Your assignment:
Please transcribe all of the records precisely.

(Items from a data source)
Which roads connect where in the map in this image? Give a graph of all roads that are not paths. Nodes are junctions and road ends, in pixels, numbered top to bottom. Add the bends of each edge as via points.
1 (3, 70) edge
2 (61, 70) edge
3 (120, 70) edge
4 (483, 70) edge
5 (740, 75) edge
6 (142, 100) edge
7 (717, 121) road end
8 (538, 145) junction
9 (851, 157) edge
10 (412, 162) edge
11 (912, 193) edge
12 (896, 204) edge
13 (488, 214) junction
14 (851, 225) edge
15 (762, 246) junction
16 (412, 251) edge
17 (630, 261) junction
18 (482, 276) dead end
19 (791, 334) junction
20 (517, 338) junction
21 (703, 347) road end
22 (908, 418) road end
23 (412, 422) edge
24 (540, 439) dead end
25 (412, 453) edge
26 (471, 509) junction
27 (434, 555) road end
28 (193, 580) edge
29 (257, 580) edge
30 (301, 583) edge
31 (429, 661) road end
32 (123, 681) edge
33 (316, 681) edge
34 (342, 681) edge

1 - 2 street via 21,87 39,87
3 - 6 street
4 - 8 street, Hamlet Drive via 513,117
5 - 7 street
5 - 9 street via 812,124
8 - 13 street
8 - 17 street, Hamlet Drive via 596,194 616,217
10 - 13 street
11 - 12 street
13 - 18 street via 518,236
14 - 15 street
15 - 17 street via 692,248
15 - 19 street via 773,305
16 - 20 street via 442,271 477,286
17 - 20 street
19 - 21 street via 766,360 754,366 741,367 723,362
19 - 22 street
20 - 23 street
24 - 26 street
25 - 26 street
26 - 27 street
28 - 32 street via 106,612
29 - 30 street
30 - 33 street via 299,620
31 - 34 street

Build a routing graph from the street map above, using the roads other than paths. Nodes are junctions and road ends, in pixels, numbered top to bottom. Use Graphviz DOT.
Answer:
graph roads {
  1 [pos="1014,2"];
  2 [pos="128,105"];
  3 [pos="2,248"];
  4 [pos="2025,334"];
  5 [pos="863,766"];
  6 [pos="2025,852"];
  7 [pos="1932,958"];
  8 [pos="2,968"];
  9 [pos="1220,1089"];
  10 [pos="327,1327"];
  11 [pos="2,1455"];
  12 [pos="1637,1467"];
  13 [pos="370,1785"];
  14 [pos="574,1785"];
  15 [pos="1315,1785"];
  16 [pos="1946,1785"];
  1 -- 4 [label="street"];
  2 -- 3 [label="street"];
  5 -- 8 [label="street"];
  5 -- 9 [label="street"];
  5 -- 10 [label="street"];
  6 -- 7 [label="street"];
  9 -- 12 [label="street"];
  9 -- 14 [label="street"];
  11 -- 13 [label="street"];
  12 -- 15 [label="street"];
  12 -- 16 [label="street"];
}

Answer for the task:
Which roads connect where in the map in this image? Give a graph of all roads that are not paths. Nodes are junctions and road ends, in pixels, numbered top to bottom. Add the bends of each edge as via points.
1 (3, 70) edge
2 (61, 70) edge
3 (120, 70) edge
4 (483, 70) edge
5 (740, 75) edge
6 (142, 100) edge
7 (717, 121) road end
8 (538, 145) junction
9 (851, 157) edge
10 (412, 162) edge
11 (912, 193) edge
12 (896, 204) edge
13 (488, 214) junction
14 (851, 225) edge
15 (762, 246) junction
16 (412, 251) edge
17 (630, 261) junction
18 (482, 276) dead end
19 (791, 334) junction
20 (517, 338) junction
21 (703, 347) road end
22 (908, 418) road end
23 (412, 422) edge
24 (540, 439) dead end
25 (412, 453) edge
26 (471, 509) junction
27 (434, 555) road end
28 (193, 580) edge
29 (257, 580) edge
30 (301, 583) edge
31 (429, 661) road end
32 (123, 681) edge
33 (316, 681) edge
34 (342, 681) edge

1 - 2 street via 21,87 39,87
3 - 6 street
4 - 8 street, Hamlet Drive via 513,117
5 - 7 street
5 - 9 street via 812,124
8 - 13 street
8 - 17 street, Hamlet Drive via 596,194 616,217
10 - 13 street
11 - 12 street
13 - 18 street via 518,236
14 - 15 street
15 - 17 street via 692,248
15 - 19 street via 773,305
16 - 20 street via 442,271 477,286
17 - 20 street
19 - 21 street via 766,360 754,366 741,367 723,362
19 - 22 street
20 - 23 street
24 - 26 street
25 - 26 street
26 - 27 street
28 - 32 street via 106,612
29 - 30 street
30 - 33 street via 299,620
31 - 34 street

Build a routing graph from the street map above, using the roads other than paths. Nodes are junctions and road ends, in pixels, numbered top to bottom. Use Graphviz DOT.
Answer:
graph roads {
  1 [pos="1014,2"];
  2 [pos="128,105"];
  3 [pos="2,248"];
  4 [pos="2025,334"];
  5 [pos="863,766"];
  6 [pos="2025,852"];
  7 [pos="1932,958"];
  8 [pos="2,968"];
  9 [pos="1220,1089"];
  10 [pos="327,1327"];
  11 [pos="2,1455"];
  12 [pos="1637,1467"];
  13 [pos="370,1785"];
  14 [pos="574,1785"];
  15 [pos="1315,1785"];
  16 [pos="1946,1785"];
  1 -- 4 [label="street"];
  2 -- 3 [label="street"];
  5 -- 8 [label="street"];
  5 -- 9 [label="street"];
  5 -- 10 [label="street"];
  6 -- 7 [label="street"];
  9 -- 12 [label="street"];
  9 -- 14 [label="street"];
  11 -- 13 [label="street"];
  12 -- 15 [label="street"];
  12 -- 16 [label="street"];
}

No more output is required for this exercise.